Records contained in a dataset
§ §
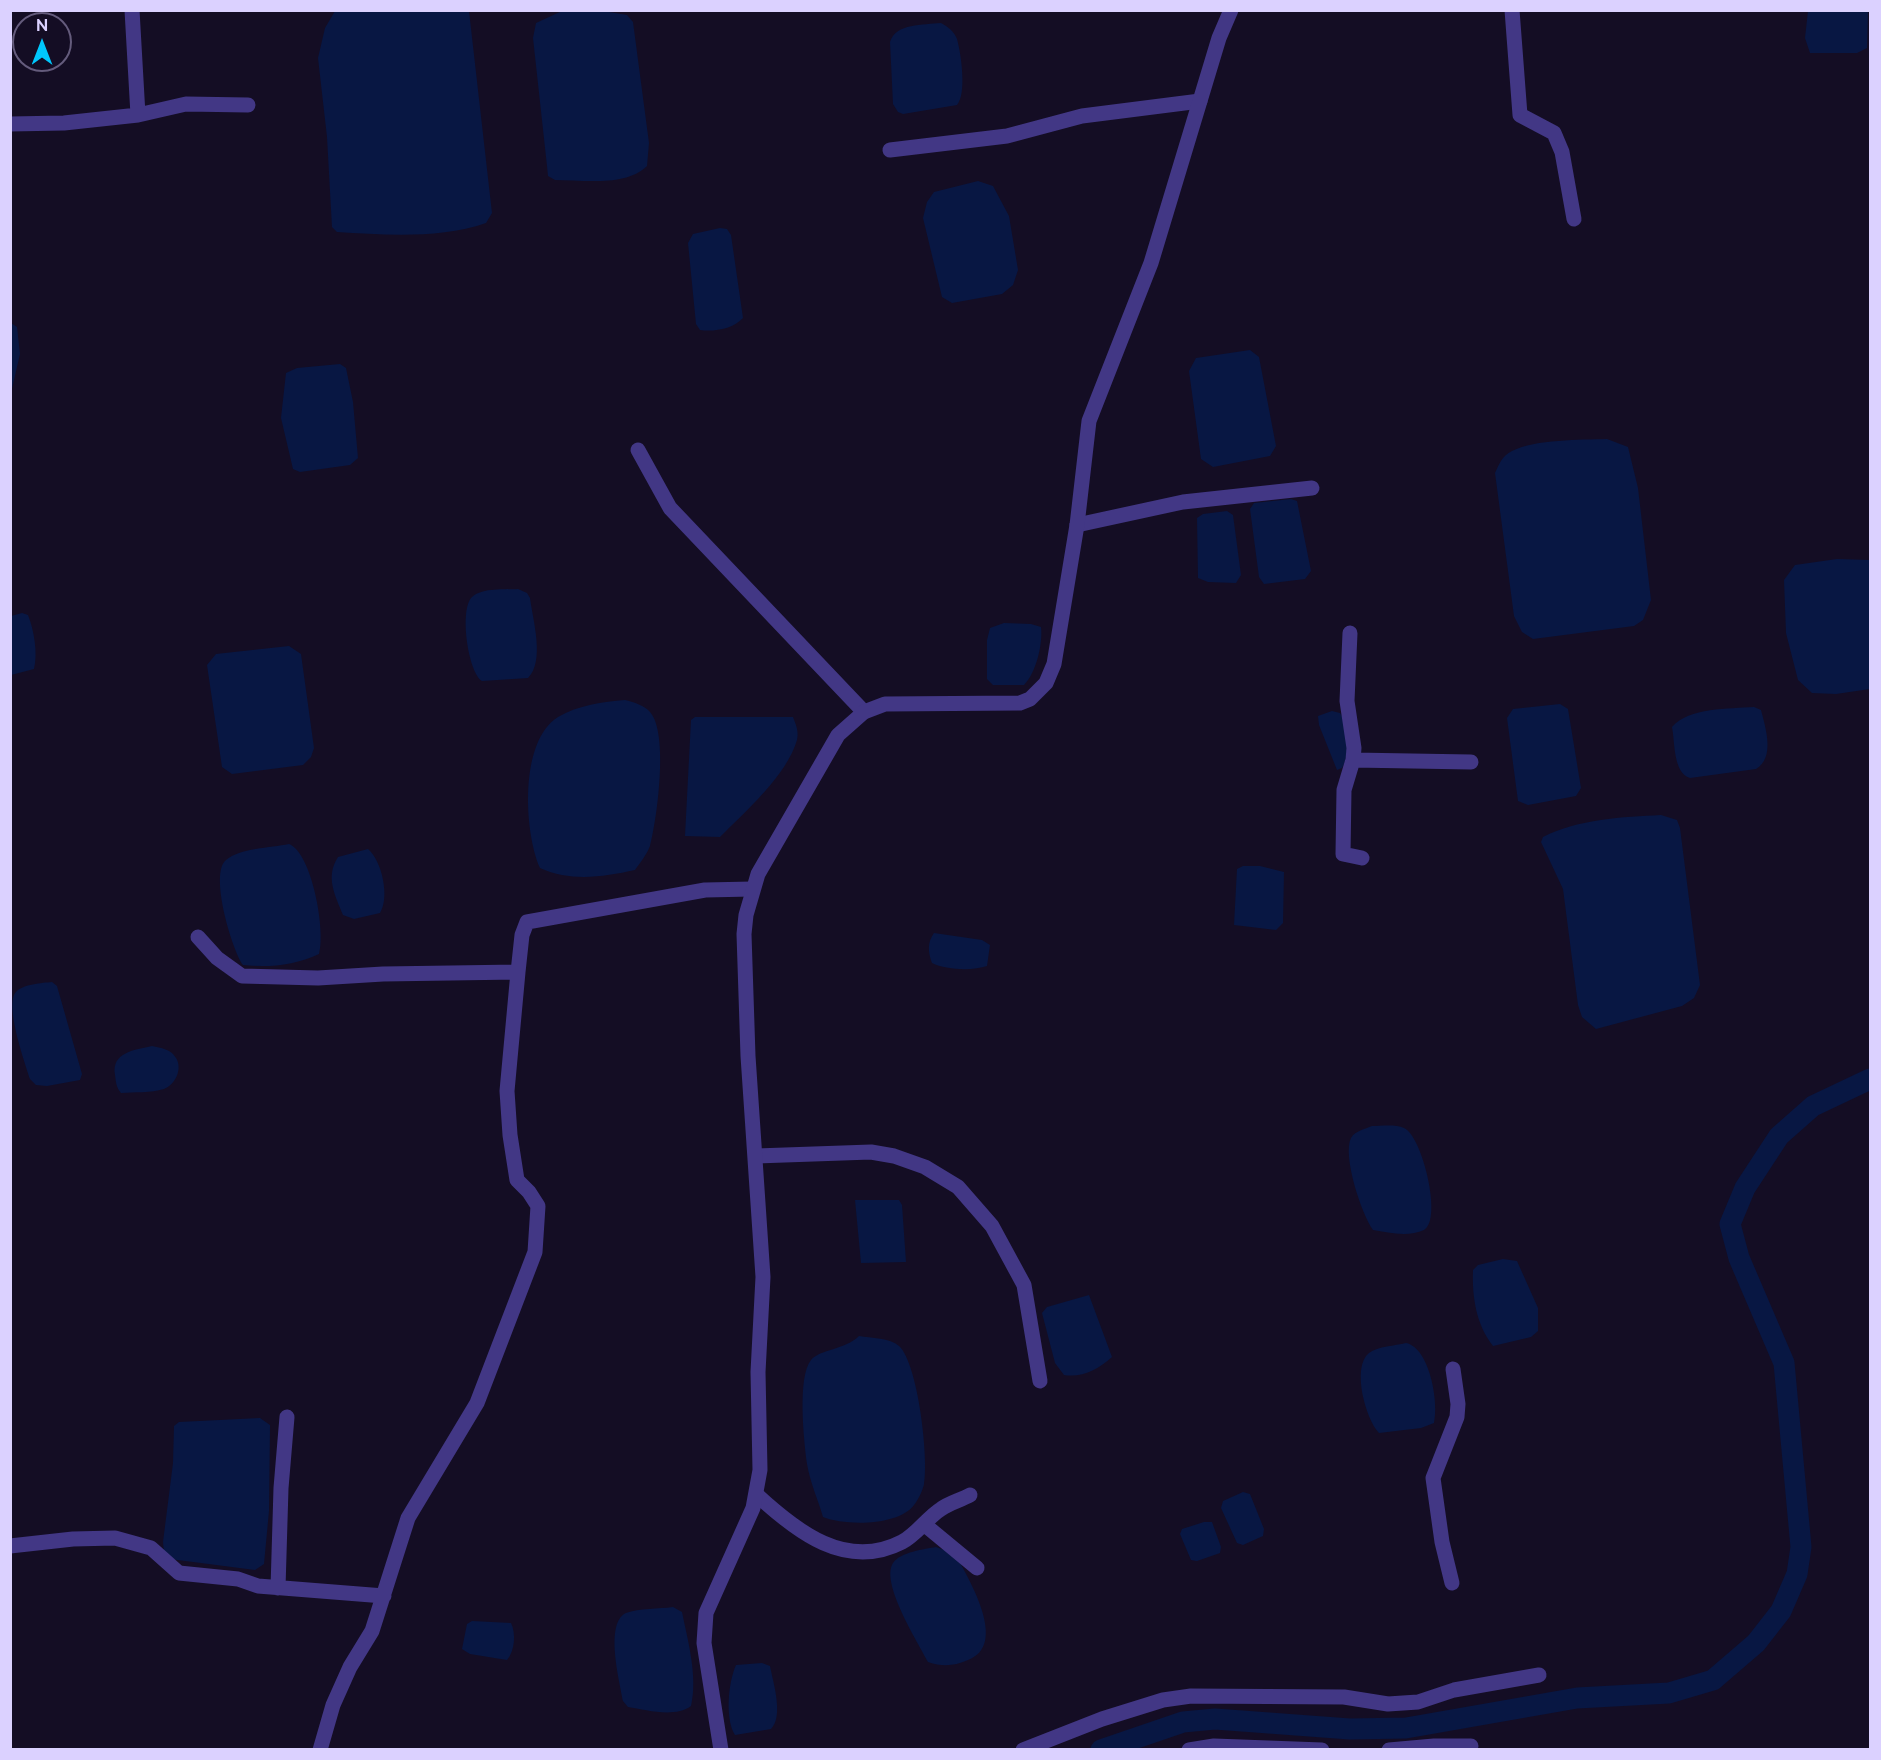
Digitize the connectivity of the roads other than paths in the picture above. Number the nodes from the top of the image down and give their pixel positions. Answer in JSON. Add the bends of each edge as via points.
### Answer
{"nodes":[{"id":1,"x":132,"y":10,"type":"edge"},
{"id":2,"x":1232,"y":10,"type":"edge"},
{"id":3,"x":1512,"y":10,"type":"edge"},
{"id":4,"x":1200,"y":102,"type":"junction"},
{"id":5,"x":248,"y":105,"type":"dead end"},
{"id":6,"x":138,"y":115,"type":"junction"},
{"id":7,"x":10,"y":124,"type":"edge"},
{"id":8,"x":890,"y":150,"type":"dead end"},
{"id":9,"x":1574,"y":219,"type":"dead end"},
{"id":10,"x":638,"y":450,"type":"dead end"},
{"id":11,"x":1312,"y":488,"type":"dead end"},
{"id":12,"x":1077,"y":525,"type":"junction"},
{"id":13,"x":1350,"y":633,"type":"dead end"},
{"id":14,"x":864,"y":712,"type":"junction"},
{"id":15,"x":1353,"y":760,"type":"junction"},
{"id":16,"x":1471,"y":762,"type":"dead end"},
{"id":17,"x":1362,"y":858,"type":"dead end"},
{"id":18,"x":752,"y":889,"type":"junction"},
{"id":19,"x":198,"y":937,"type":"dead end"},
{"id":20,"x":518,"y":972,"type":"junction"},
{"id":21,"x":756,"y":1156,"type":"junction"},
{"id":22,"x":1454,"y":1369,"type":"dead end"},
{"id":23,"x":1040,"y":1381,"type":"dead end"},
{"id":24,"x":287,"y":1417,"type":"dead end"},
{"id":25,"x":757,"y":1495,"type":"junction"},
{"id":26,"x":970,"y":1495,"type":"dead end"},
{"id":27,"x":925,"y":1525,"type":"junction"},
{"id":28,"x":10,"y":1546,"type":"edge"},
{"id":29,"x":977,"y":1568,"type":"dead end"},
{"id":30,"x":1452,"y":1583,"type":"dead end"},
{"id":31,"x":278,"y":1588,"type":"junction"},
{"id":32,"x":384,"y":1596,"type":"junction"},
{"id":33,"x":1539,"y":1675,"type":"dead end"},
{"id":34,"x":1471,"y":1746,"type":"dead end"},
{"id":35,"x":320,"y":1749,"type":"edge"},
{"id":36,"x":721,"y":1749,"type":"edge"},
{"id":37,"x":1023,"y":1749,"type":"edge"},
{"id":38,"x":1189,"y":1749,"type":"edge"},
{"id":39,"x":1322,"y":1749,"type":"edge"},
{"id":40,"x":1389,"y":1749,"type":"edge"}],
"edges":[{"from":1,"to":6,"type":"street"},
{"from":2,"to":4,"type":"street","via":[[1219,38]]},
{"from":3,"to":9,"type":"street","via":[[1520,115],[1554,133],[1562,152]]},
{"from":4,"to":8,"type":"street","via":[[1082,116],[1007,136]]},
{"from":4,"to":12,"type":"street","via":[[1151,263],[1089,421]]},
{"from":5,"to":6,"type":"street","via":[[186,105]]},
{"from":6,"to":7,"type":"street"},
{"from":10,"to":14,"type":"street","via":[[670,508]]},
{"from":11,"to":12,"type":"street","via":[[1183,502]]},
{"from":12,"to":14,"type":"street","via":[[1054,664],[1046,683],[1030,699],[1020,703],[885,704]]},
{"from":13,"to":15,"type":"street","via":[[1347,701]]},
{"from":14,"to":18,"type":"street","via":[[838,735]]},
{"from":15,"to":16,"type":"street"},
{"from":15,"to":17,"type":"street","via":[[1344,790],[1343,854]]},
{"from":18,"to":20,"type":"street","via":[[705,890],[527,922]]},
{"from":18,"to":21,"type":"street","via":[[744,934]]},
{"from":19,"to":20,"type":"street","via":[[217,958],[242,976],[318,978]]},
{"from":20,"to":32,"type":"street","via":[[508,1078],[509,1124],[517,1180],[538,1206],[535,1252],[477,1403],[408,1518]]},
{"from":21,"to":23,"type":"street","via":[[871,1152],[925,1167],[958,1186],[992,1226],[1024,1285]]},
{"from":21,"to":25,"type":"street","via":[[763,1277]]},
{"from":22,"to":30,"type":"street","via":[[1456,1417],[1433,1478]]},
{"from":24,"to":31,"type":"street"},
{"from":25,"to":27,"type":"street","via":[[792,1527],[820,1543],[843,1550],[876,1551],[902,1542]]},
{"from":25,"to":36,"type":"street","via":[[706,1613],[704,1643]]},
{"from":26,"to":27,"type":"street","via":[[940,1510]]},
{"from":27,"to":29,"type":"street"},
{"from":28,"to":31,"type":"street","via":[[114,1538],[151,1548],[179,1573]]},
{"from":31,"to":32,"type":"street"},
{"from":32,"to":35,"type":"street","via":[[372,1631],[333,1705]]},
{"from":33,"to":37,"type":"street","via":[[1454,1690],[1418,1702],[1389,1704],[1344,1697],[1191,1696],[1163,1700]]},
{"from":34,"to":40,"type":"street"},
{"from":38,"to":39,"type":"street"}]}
§ §
### WHAT IS NEEDED
Transcribe all of the data above verbatim but omit every picture.

### RESULT FOR THIS TASK
Digitize the connectivity of the roads other than paths in the picture above. Number the nodes from the top of the image down and give their pixel positions. Answer in JSON. Add the bends of each edge as via points.
### Answer
{"nodes":[{"id":1,"x":132,"y":10,"type":"edge"},
{"id":2,"x":1232,"y":10,"type":"edge"},
{"id":3,"x":1512,"y":10,"type":"edge"},
{"id":4,"x":1200,"y":102,"type":"junction"},
{"id":5,"x":248,"y":105,"type":"dead end"},
{"id":6,"x":138,"y":115,"type":"junction"},
{"id":7,"x":10,"y":124,"type":"edge"},
{"id":8,"x":890,"y":150,"type":"dead end"},
{"id":9,"x":1574,"y":219,"type":"dead end"},
{"id":10,"x":638,"y":450,"type":"dead end"},
{"id":11,"x":1312,"y":488,"type":"dead end"},
{"id":12,"x":1077,"y":525,"type":"junction"},
{"id":13,"x":1350,"y":633,"type":"dead end"},
{"id":14,"x":864,"y":712,"type":"junction"},
{"id":15,"x":1353,"y":760,"type":"junction"},
{"id":16,"x":1471,"y":762,"type":"dead end"},
{"id":17,"x":1362,"y":858,"type":"dead end"},
{"id":18,"x":752,"y":889,"type":"junction"},
{"id":19,"x":198,"y":937,"type":"dead end"},
{"id":20,"x":518,"y":972,"type":"junction"},
{"id":21,"x":756,"y":1156,"type":"junction"},
{"id":22,"x":1454,"y":1369,"type":"dead end"},
{"id":23,"x":1040,"y":1381,"type":"dead end"},
{"id":24,"x":287,"y":1417,"type":"dead end"},
{"id":25,"x":757,"y":1495,"type":"junction"},
{"id":26,"x":970,"y":1495,"type":"dead end"},
{"id":27,"x":925,"y":1525,"type":"junction"},
{"id":28,"x":10,"y":1546,"type":"edge"},
{"id":29,"x":977,"y":1568,"type":"dead end"},
{"id":30,"x":1452,"y":1583,"type":"dead end"},
{"id":31,"x":278,"y":1588,"type":"junction"},
{"id":32,"x":384,"y":1596,"type":"junction"},
{"id":33,"x":1539,"y":1675,"type":"dead end"},
{"id":34,"x":1471,"y":1746,"type":"dead end"},
{"id":35,"x":320,"y":1749,"type":"edge"},
{"id":36,"x":721,"y":1749,"type":"edge"},
{"id":37,"x":1023,"y":1749,"type":"edge"},
{"id":38,"x":1189,"y":1749,"type":"edge"},
{"id":39,"x":1322,"y":1749,"type":"edge"},
{"id":40,"x":1389,"y":1749,"type":"edge"}],
"edges":[{"from":1,"to":6,"type":"street"},
{"from":2,"to":4,"type":"street","via":[[1219,38]]},
{"from":3,"to":9,"type":"street","via":[[1520,115],[1554,133],[1562,152]]},
{"from":4,"to":8,"type":"street","via":[[1082,116],[1007,136]]},
{"from":4,"to":12,"type":"street","via":[[1151,263],[1089,421]]},
{"from":5,"to":6,"type":"street","via":[[186,105]]},
{"from":6,"to":7,"type":"street"},
{"from":10,"to":14,"type":"street","via":[[670,508]]},
{"from":11,"to":12,"type":"street","via":[[1183,502]]},
{"from":12,"to":14,"type":"street","via":[[1054,664],[1046,683],[1030,699],[1020,703],[885,704]]},
{"from":13,"to":15,"type":"street","via":[[1347,701]]},
{"from":14,"to":18,"type":"street","via":[[838,735]]},
{"from":15,"to":16,"type":"street"},
{"from":15,"to":17,"type":"street","via":[[1344,790],[1343,854]]},
{"from":18,"to":20,"type":"street","via":[[705,890],[527,922]]},
{"from":18,"to":21,"type":"street","via":[[744,934]]},
{"from":19,"to":20,"type":"street","via":[[217,958],[242,976],[318,978]]},
{"from":20,"to":32,"type":"street","via":[[508,1078],[509,1124],[517,1180],[538,1206],[535,1252],[477,1403],[408,1518]]},
{"from":21,"to":23,"type":"street","via":[[871,1152],[925,1167],[958,1186],[992,1226],[1024,1285]]},
{"from":21,"to":25,"type":"street","via":[[763,1277]]},
{"from":22,"to":30,"type":"street","via":[[1456,1417],[1433,1478]]},
{"from":24,"to":31,"type":"street"},
{"from":25,"to":27,"type":"street","via":[[792,1527],[820,1543],[843,1550],[876,1551],[902,1542]]},
{"from":25,"to":36,"type":"street","via":[[706,1613],[704,1643]]},
{"from":26,"to":27,"type":"street","via":[[940,1510]]},
{"from":27,"to":29,"type":"street"},
{"from":28,"to":31,"type":"street","via":[[114,1538],[151,1548],[179,1573]]},
{"from":31,"to":32,"type":"street"},
{"from":32,"to":35,"type":"street","via":[[372,1631],[333,1705]]},
{"from":33,"to":37,"type":"street","via":[[1454,1690],[1418,1702],[1389,1704],[1344,1697],[1191,1696],[1163,1700]]},
{"from":34,"to":40,"type":"street"},
{"from":38,"to":39,"type":"street"}]}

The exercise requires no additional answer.